*** DATASET EXCERPTS Section Begins ***

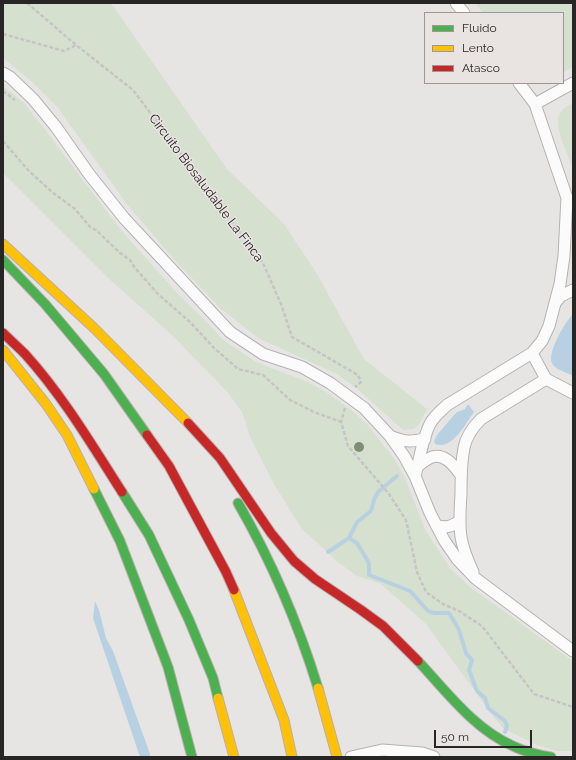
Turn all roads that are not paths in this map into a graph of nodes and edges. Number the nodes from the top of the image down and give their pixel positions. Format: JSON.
{"nodes":[{"id":1,"x":456,"y":3,"type":"edge"},
{"id":2,"x":463,"y":12,"type":"edge"},
{"id":3,"x":3,"y":73,"type":"edge"},
{"id":4,"x":573,"y":83,"type":"edge"},
{"id":5,"x":520,"y":84,"type":"edge"},
{"id":6,"x":535,"y":104,"type":"junction"},
{"id":7,"x":567,"y":197,"type":"junction"},
{"id":8,"x":573,"y":213,"type":"edge"},
{"id":9,"x":3,"y":244,"type":"edge"},
{"id":10,"x":3,"y":260,"type":"edge"},
{"id":11,"x":573,"y":290,"type":"edge"},
{"id":12,"x":555,"y":303,"type":"junction"},
{"id":13,"x":3,"y":333,"type":"edge"},
{"id":14,"x":3,"y":350,"type":"edge"},
{"id":15,"x":532,"y":353,"type":"junction"},
{"id":16,"x":546,"y":379,"type":"junction"},
{"id":17,"x":573,"y":393,"type":"edge"},
{"id":18,"x":177,"y":412,"type":"junction"},
{"id":19,"x":390,"y":436,"type":"junction"},
{"id":20,"x":424,"y":439,"type":"junction"},
{"id":21,"x":416,"y":471,"type":"junction"},
{"id":22,"x":461,"y":475,"type":"junction"},
{"id":23,"x":460,"y":521,"type":"junction"},
{"id":24,"x":436,"y":525,"type":"junction"},
{"id":25,"x":475,"y":578,"type":"junction"},
{"id":26,"x":573,"y":651,"type":"edge"},
{"id":27,"x":192,"y":757,"type":"edge"},
{"id":28,"x":234,"y":757,"type":"edge"},
{"id":29,"x":292,"y":757,"type":"edge"},
{"id":30,"x":338,"y":757,"type":"edge"},
{"id":31,"x":351,"y":757,"type":"edge"},
{"id":32,"x":434,"y":757,"type":"edge"},
{"id":33,"x":551,"y":757,"type":"edge"}],
"edges":[{"from":1,"to":2,"type":"street"},
{"from":3,"to":19,"type":"street"},
{"from":4,"to":6,"type":"street"},
{"from":5,"to":6,"type":"street"},
{"from":6,"to":7,"type":"street"},
{"from":7,"to":8,"type":"street"},
{"from":7,"to":12,"type":"street"},
{"from":9,"to":18,"type":"highway"},
{"from":10,"to":29,"type":"highway"},
{"from":11,"to":12,"type":"street"},
{"from":12,"to":15,"type":"street"},
{"from":13,"to":28,"type":"highway"},
{"from":14,"to":27,"type":"highway"},
{"from":15,"to":16,"type":"street"},
{"from":15,"to":20,"type":"street"},
{"from":16,"to":17,"type":"street"},
{"from":16,"to":22,"type":"street"},
{"from":18,"to":30,"type":"highway"},
{"from":18,"to":33,"type":"highway"},
{"from":19,"to":20,"type":"street"},
{"from":19,"to":21,"type":"street"},
{"from":20,"to":21,"type":"street"},
{"from":21,"to":22,"type":"street"},
{"from":21,"to":24,"type":"street"},
{"from":22,"to":23,"type":"street"},
{"from":23,"to":24,"type":"street"},
{"from":23,"to":25,"type":"street"},
{"from":24,"to":25,"type":"street"},
{"from":25,"to":26,"type":"street"},
{"from":31,"to":32,"type":"street"}]}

*** DATASET EXCERPTS Section Ends ***

TASK PROMPT >>
Where in the records does the string "highway" appear? Copy every line that has it.

ANSWER SECTION >>
{"from":9,"to":18,"type":"highway"},
{"from":10,"to":29,"type":"highway"},
{"from":13,"to":28,"type":"highway"},
{"from":14,"to":27,"type":"highway"},
{"from":18,"to":30,"type":"highway"},
{"from":18,"to":33,"type":"highway"},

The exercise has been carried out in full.